La DBS Superleggera est le vaisseau amiral du plan « Second Century ». Aston Martin l'annonce le 26 juin 2018 pour remplacer la Vanquish S, avec un mandat clair : aller chercher la Ferrari 812 Superfast, alors la référence du grand coupé à moteur avant.
Le nom réunit deux emprunts. DBS n'avait plus servi depuis 2012, et le suffixe italien, qui signifie super légère, renvoie à la DBS de 1967. La voiture reprend la plateforme de la DB11 et le V12 5,2 litres biturbo AE31, poussé à 725 chevaux et 900 newtons-mètres. Les 340 km/h annoncés et les 3,4 secondes de 0 à 100 km/h comptent moins que la reprise : 4,2 secondes pour passer de 80 à 160 km/h sur le seul quatrième rapport, chiffre qu'Aston Martin met en avant plutôt que ses accélérations départ arrêté.
Les panneaux de carrosserie sont en carbone. Un diffuseur arrière de conception aéronautique et un profil travaillé produisent 180 kilos d'appui à vitesse maximale, davantage que toute Aston de série avant elle, sans aileron apparent. Les jantes forgées de 21 pouces complètent l'allègement. La Volante suit en avril 2019.

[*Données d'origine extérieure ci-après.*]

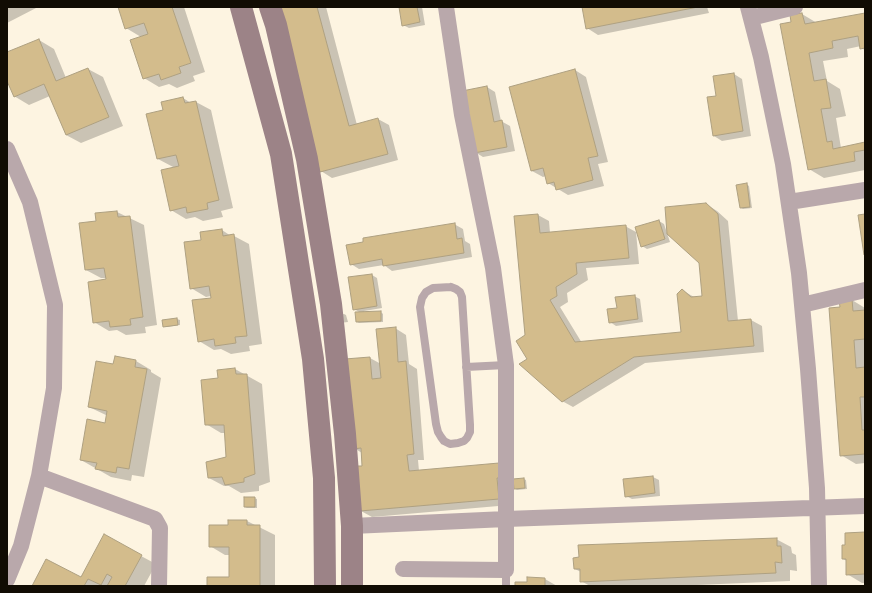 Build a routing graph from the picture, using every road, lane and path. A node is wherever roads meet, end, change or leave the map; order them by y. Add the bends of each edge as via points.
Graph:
1 (241, 7) edge
2 (270, 7) edge
3 (446, 7) edge
4 (795, 7) edge
5 (750, 13) edge
6 (7, 149) edge
7 (865, 190) edge
8 (789, 202) junction
9 (865, 290) edge
10 (802, 305) junction
11 (506, 365) junction
12 (466, 367) junction
13 (39, 476) junction
14 (865, 506) edge
15 (817, 508) junction
16 (506, 519) junction
17 (352, 526) junction
18 (403, 568) dead end
19 (506, 578) edge
20 (7, 580) edge
21 (159, 586) edge
22 (325, 586) edge
23 (352, 586) edge
24 (819, 586) edge

1 - 22 main road via 281,154 313,359 324,478
2 - 17 main road via 308,159 330,297
3 - 11 street via 462,115 493,268
4 - 5 street
5 - 8 street
6 - 13 street via 30,202 55,305 54,388
7 - 8 street
8 - 10 street
9 - 10 street
10 - 15 street
11 - 12 lane
11 - 16 street
12 - 12 lane via 460,292 451,287 434,288 426,292 420,307 436,424 441,437 450,444 464,441 470,432
13 - 20 street via 22,546
13 - 21 street via 155,519 160,528
14 - 15 street
15 - 16 street
15 - 24 street
16 - 17 street
16 - 19 street
17 - 23 main road
18 - 19 street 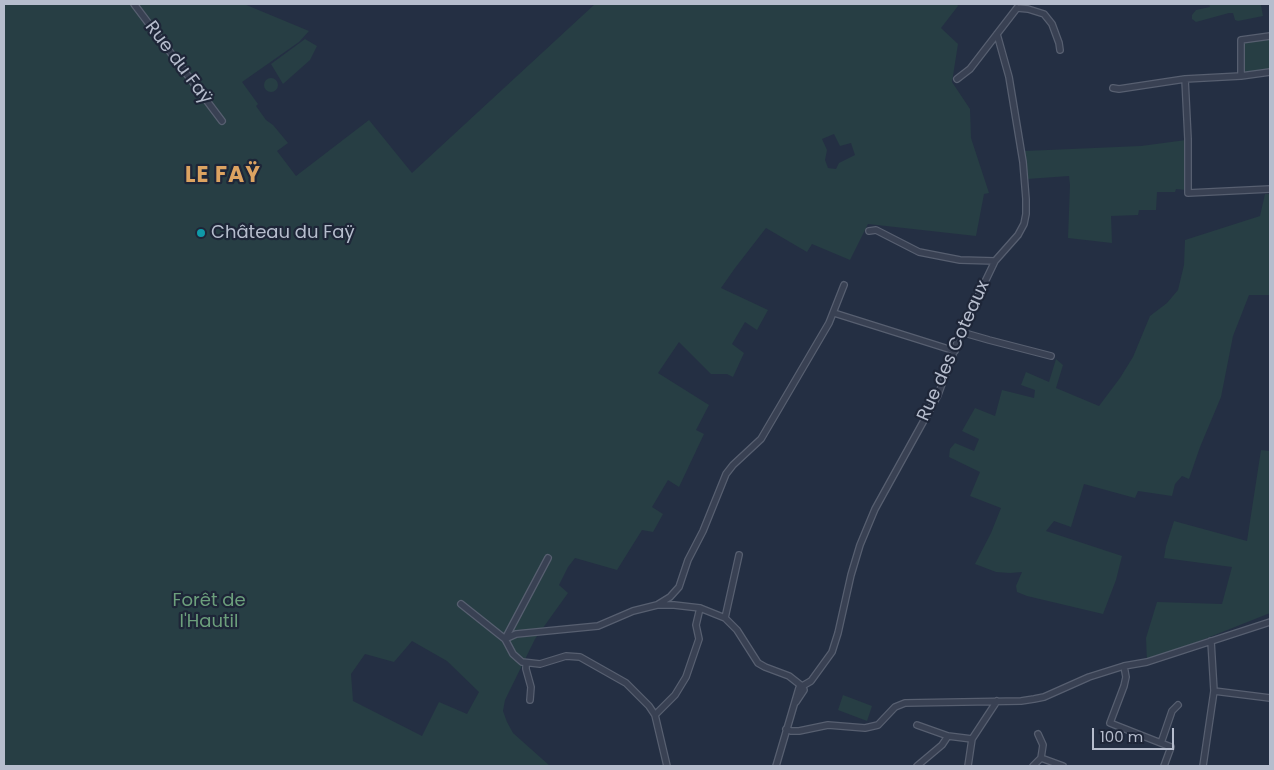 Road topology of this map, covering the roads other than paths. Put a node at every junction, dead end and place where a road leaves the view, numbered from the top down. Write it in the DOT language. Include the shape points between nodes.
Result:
graph roads {
  1 [pos="134,4"];
  2 [pos="1017,6"];
  3 [pos="997,34"];
  4 [pos="1270,36"];
  5 [pos="1060,50"];
  6 [pos="1270,72"];
  7 [pos="1240,76"];
  8 [pos="957,79"];
  9 [pos="1184,79"];
  10 [pos="1112,88"];
  11 [pos="222,121"];
  12 [pos="1270,189"];
  13 [pos="869,231"];
  14 [pos="995,261"];
  15 [pos="844,285"];
  16 [pos="834,312"];
  17 [pos="961,332"];
  18 [pos="955,351"];
  19 [pos="1051,356"];
  20 [pos="739,555"];
  21 [pos="548,558"];
  22 [pos="461,604"];
  23 [pos="657,605"];
  24 [pos="700,608"];
  25 [pos="725,618"];
  26 [pos="1270,622"];
  27 [pos="505,639"];
  28 [pos="1212,642"];
  29 [pos="526,664"];
  30 [pos="1124,666"];
  31 [pos="803,687"];
  32 [pos="1214,691"];
  33 [pos="1270,698"];
  34 [pos="530,700"];
  35 [pos="997,701"];
  36 [pos="1178,705"];
  37 [pos="655,715"];
  38 [pos="917,725"];
  39 [pos="786,729"];
  40 [pos="1038,734"];
  41 [pos="948,736"];
  42 [pos="972,739"];
  43 [pos="1160,743"];
  44 [pos="1041,758"];
  45 [pos="667,766"];
  46 [pos="776,766"];
  47 [pos="917,766"];
  48 [pos="968,766"];
  49 [pos="1033,766"];
  50 [pos="1064,766"];
  51 [pos="1164,766"];
  52 [pos="1204,766"];
  1 -- 11 [label="street, Rue du Faÿ"];
  2 -- 3 [label="street"];
  2 -- 5 [label="street" via="1044,14 1055,32"];
  3 -- 8 [label="street" via="970,69"];
  3 -- 14 [label="street, Rue des Coteaux" via="1017,118 1026,214 1018,234"];
  4 -- 7 [label="street" via="1241,40"];
  6 -- 7 [label="street"];
  7 -- 9 [label="street"];
  9 -- 10 [label="street"];
  9 -- 12 [label="street" via="1188,194"];
  13 -- 14 [label="street" via="876,230 919,252 960,260"];
  14 -- 17 [label="street, Rue des Coteaux"];
  15 -- 16 [label="street"];
  16 -- 18 [label="street"];
  16 -- 23 [label="street" via="762,439 726,474 679,587"];
  17 -- 18 [label="street, Rue des Coteaux"];
  17 -- 19 [label="street"];
  18 -- 31 [label="street, Rue des Coteaux" via="938,395 860,545 832,652 814,678"];
  20 -- 25 [label="street"];
  21 -- 27 [label="street"];
  22 -- 27 [label="street"];
  23 -- 24 [label="street"];
  23 -- 27 [label="street" via="598,626 516,634"];
  24 -- 25 [label="street"];
  24 -- 37 [label="street" via="696,625 699,639 683,684"];
  25 -- 31 [label="street" via="737,630 758,663 789,676"];
  26 -- 28 [label="street"];
  27 -- 29 [label="street" via="513,654"];
  28 -- 30 [label="street"];
  28 -- 32 [label="street"];
  29 -- 34 [label="street"];
  29 -- 37 [label="street" via="540,664 566,656 580,657 631,687"];
  30 -- 35 [label="street" via="1044,697"];
  30 -- 43 [label="street" via="1124,686 1110,722"];
  31 -- 39 [label="street, Rue des Coteaux" via="799,688"];
  32 -- 33 [label="street"];
  32 -- 52 [label="street"];
  35 -- 39 [label="street" via="905,703 878,725 865,728 828,725 799,731"];
  35 -- 42 [label="street"];
  36 -- 43 [label="street" via="1172,711"];
  37 -- 45 [label="street"];
  38 -- 41 [label="street"];
  39 -- 46 [label="street, Rue des Coteaux"];
  40 -- 44 [label="street" via="1043,745"];
  41 -- 42 [label="street"];
  41 -- 47 [label="street"];
  42 -- 48 [label="street"];
  43 -- 51 [label="street" via="1171,747"];
  44 -- 49 [label="street"];
  44 -- 50 [label="street"];
} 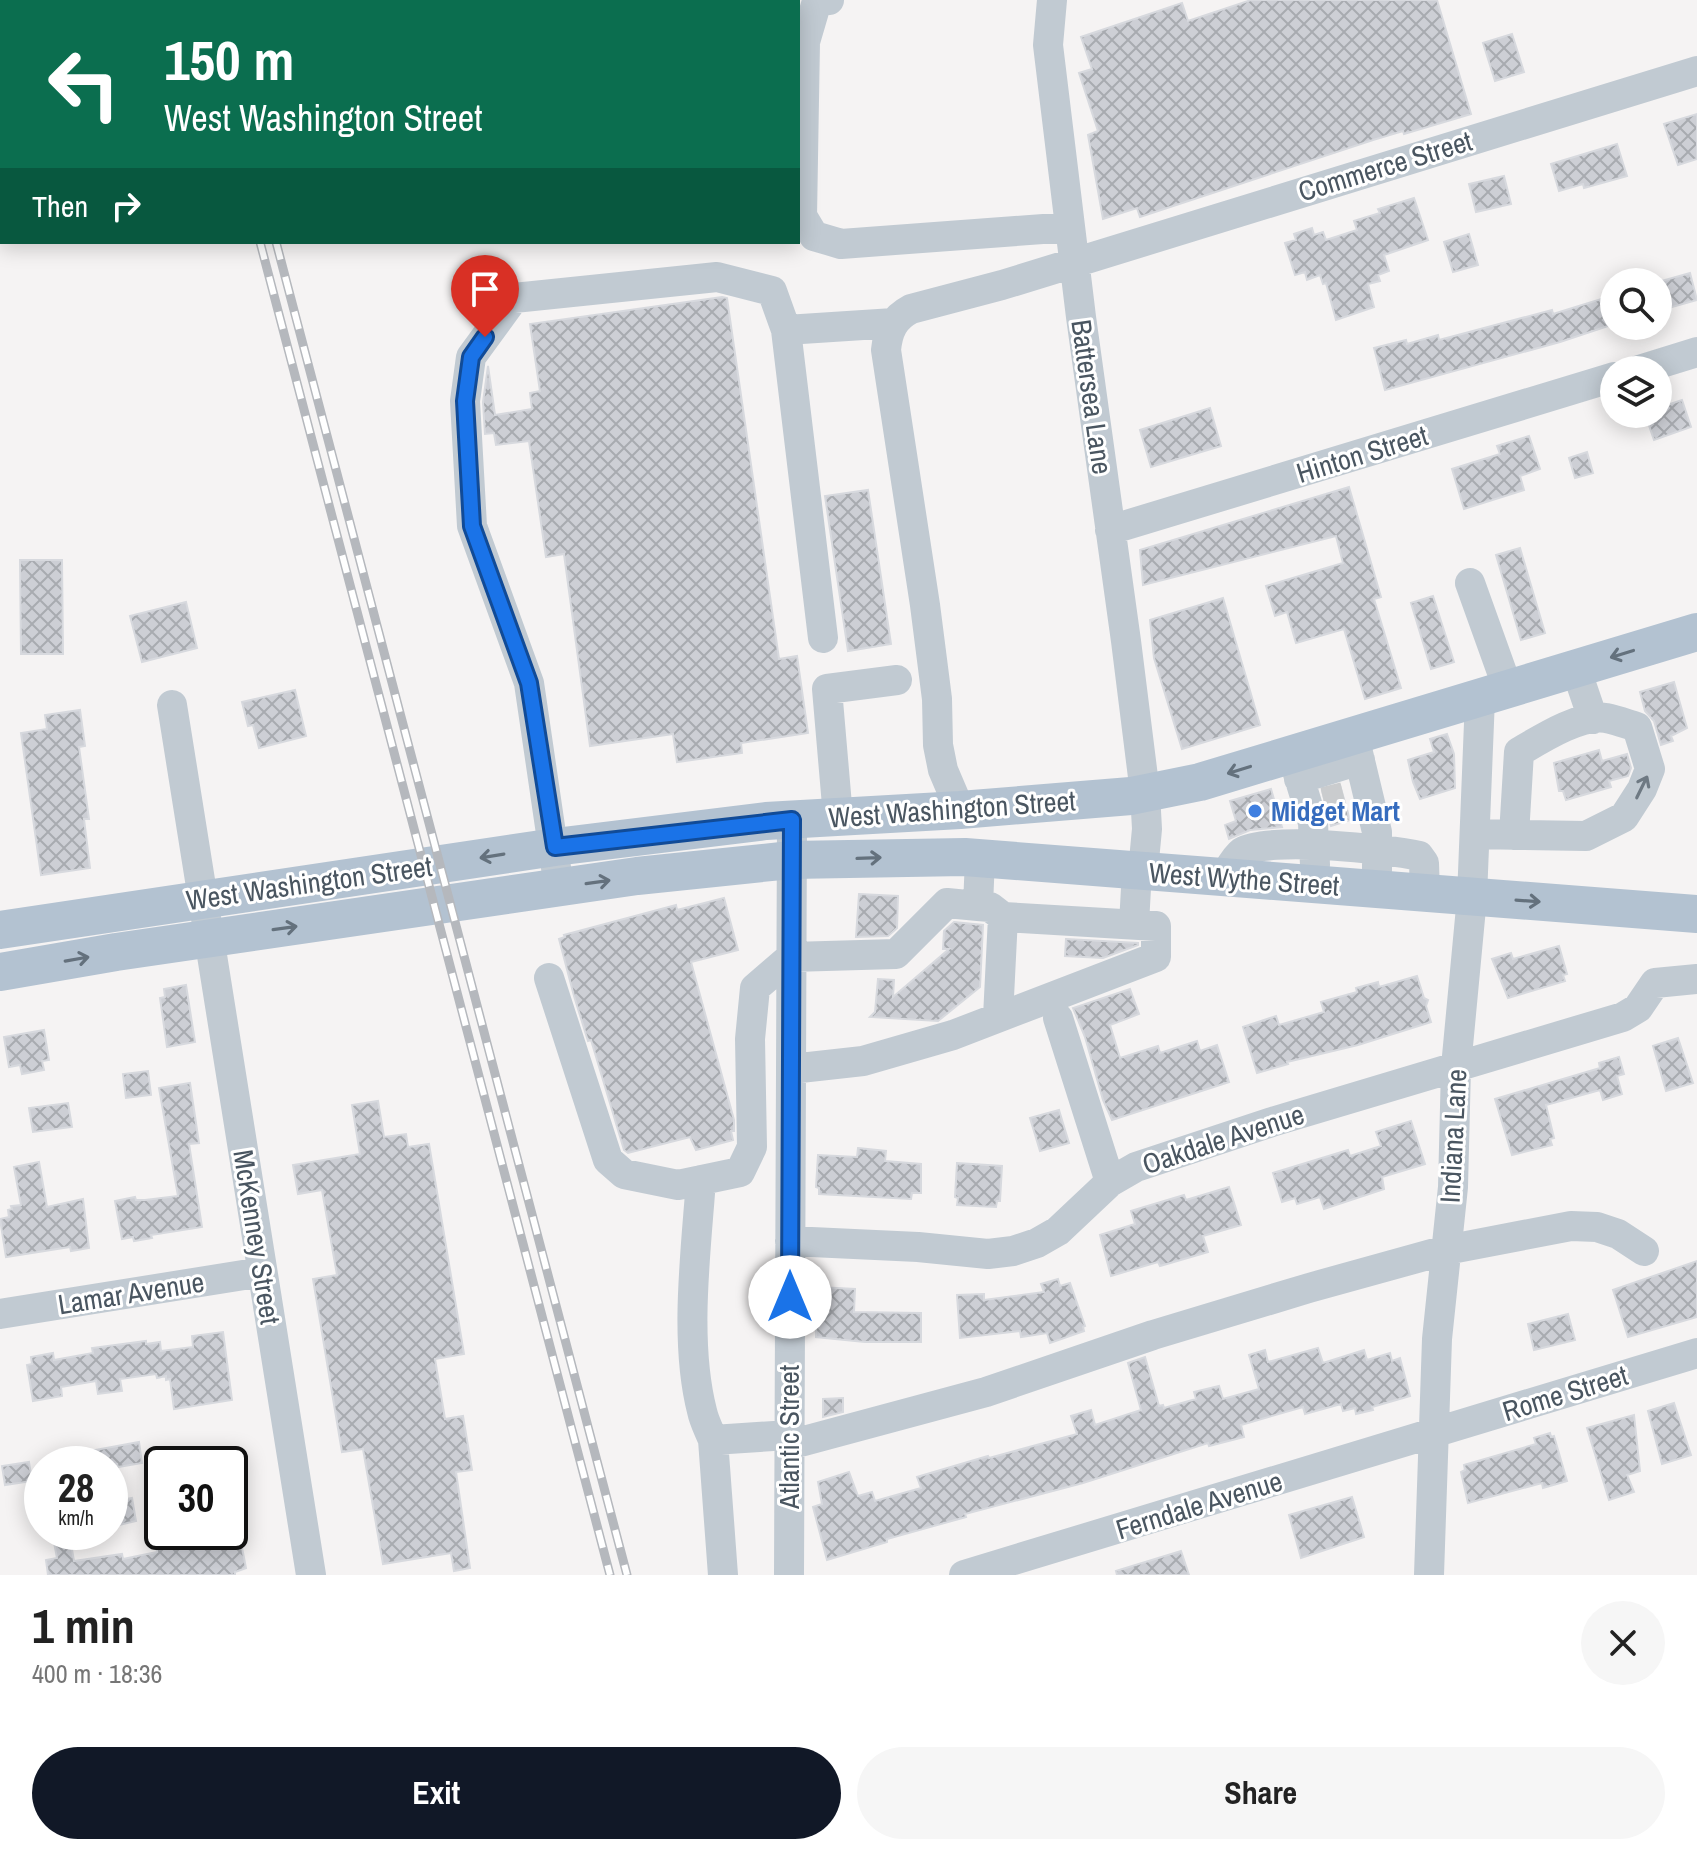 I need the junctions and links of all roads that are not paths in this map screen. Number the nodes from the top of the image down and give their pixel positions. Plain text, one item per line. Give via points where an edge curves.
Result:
1 (829, 0) edge
2 (1052, 0) edge
3 (1697, 71) edge
4 (1070, 227) junction
5 (1075, 264) junction
6 (894, 323) junction
7 (786, 330) junction
8 (1697, 352) edge
9 (1672, 360) edge
10 (1600, 381) edge
11 (1110, 530) junction
12 (1470, 583) dead end
13 (1697, 632) edge
14 (823, 638) dead end
15 (1576, 669) junction
16 (897, 680) dead end
17 (1494, 694) junction
18 (172, 705) dead end
19 (1593, 719) junction
20 (1357, 748) junction
21 (1145, 793) junction
22 (1320, 801) junction
23 (960, 810) junction
24 (838, 817) junction
25 (792, 820) junction
26 (1475, 834) junction
27 (1514, 835) junction
28 (1376, 836) junction
29 (555, 847) junction
30 (980, 858) junction
31 (791, 860) junction
32 (1140, 870) junction
33 (1224, 877) junction
34 (1314, 884) junction
35 (559, 888) junction
36 (1377, 889) junction
37 (1425, 893) junction
38 (1472, 897) junction
39 (202, 899) junction
40 (991, 912) junction
41 (1697, 914) edge
42 (1134, 924) junction
43 (0, 930) edge
44 (208, 939) junction
45 (791, 957) junction
46 (0, 972) edge
47 (549, 978) dead end
48 (1697, 979) edge
49 (998, 1017) junction
50 (1058, 1018) dead end
51 (1456, 1067) junction
52 (791, 1069) junction
53 (701, 1180) junction
54 (1110, 1182) junction
55 (790, 1241) junction
56 (1446, 1250) junction
57 (1644, 1251) dead end
58 (262, 1272) junction
59 (0, 1314) edge
60 (1697, 1353) edge
61 (1434, 1433) junction
62 (713, 1440) junction
63 (789, 1440) junction
64 (311, 1575) edge
65 (723, 1575) edge
66 (789, 1575) edge
67 (964, 1575) edge
68 (1429, 1575) edge

1 - 4 street via 817,1 805,42 802,216 814,236 841,244
2 - 4 street, Battersea Lane via 1048,45
3 - 5 street, Commerce Street
4 - 5 street, Battersea Lane
5 - 6 street, Commerce Street via 911,309
5 - 11 street, Battersea Lane
6 - 7 street
6 - 23 street via 886,350 927,621 938,745
7 - 14 street
7 - 29 street via 772,291 717,277 514,298 471,357 465,401 472,526 529,683
8 - 9 street
10 - 11 street, Hinton Street
11 - 21 street, Battersea Lane
12 - 17 street
13 -> 15 main road, West Washington Street
15 - 17 main road, West Washington Street
15 - 19 street
16 - 24 street via 827,689
17 - 20 main road, West Washington Street
17 - 26 street, Indiana Lane
18 - 39 street, McKenney Street
19 - 27 street via 1551,733 1519,752
27 -> 19 street via 1586,836 1624,817 1650,769 1637,727
20 - 22 main road, West Washington Street
20 - 22 street
22 -> 21 main road, West Washington Street via 1200,782
21 - 23 main road, West Washington Street
21 - 32 street, Battersea Lane via 1147,829
22 - 28 street
22 - 28 street via 1344,830
22 - 33 street via 1281,844 1240,853
22 - 34 street
23 - 24 main road, West Washington Street
24 - 25 main road, West Washington Street
25 - 29 main road, West Washington Street
25 - 31 street, Atlantic Street
26 - 27 street
26 - 38 street, Indiana Lane
28 - 36 street
28 - 37 street via 1396,851 1419,856
29 - 35 street
29 -> 39 main road, West Washington Street
31 -> 30 main road, West Wythe Street
30 - 32 main road, West Wythe Street
30 - 40 street
35 -> 31 main road, West Washington Street
31 - 45 street, Atlantic Street
32 - 33 main road, West Wythe Street
32 - 42 street, Battersea Lane
33 - 34 main road, West Wythe Street
34 - 36 main road, West Wythe Street
44 -> 35 main road, West Washington Street
36 - 37 main road, West Wythe Street
37 - 38 main road, West Wythe Street
38 -> 41 main road, West Wythe Street
38 - 51 street, Indiana Lane
39 - 43 main road, West Washington Street
39 - 44 street, McKenney Street
40 - 42 street
40 - 45 street via 947,903 896,954
40 - 49 street
42 - 49 street via 1156,926 1156,957
46 -> 44 main road, West Washington Street
44 - 58 street, McKenney Street
45 - 52 street, Atlantic Street
45 - 53 street via 755,988 750,1039 752,1147 740,1172
47 - 53 street via 608,1160 624,1174 678,1185
48 - 51 street, Oakdale Avenue via 1655,983 1638,1008 1623,1017
49 - 52 street via 863,1061
50 - 54 street
51 - 54 street, Oakdale Avenue via 1136,1167
51 - 56 street, Indiana Lane
52 - 55 street, Atlantic Street
53 - 62 street via 694,1356 702,1411
54 - 55 street, Oakdale Avenue via 1058,1231 1013,1251 988,1254
55 - 63 street, Atlantic Street
56 - 57 street via 1571,1226 1618,1234
56 - 61 street, Indiana Lane
56 - 63 street via 1167,1331 986,1392
58 - 59 street, Lamar Avenue
58 - 64 street, McKenney Street
60 - 61 street, Rome Street
61 - 67 street, Ferndale Avenue
61 - 68 street, Indiana Lane
62 - 63 street
62 - 65 street
63 - 66 street, Atlantic Street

Sa carrière se lit surtout à travers ses séries limitées, la marque en ayant multiplié les déclinaisons : DBS 59 en 24 exemplaires, TAG Heuer et On Her Majesty's Secret Service à 50 chacune, Concorde à 10, et une 007 Edition à 25 exemplaires. La voiture apparaît par ailleurs dans Mourir peut attendre, sorti en 2021, aux côtés de la DB5 et de la V8.
Sur le marché de l'occasion, la fourchette reste large. The Classic Valuer situe la moyenne britannique à 197 831 livres, entre une vente à 87 438 livres chez Bring a Trailer en août 2025 et un record à 414 000 livres chez Bonhams en juin 2022 ; classic.com donne 227 430 dollars de moyenne, les annonces de 2026 s'étalant de 180 000 à 270 000 dollars. La 007 Edition tient la tête, à 400 000 dollars.
La lignée s'achève en 2023 avec la DBS 770 Ultimate, dernière Aston à recevoir ce V12 dans cette configuration.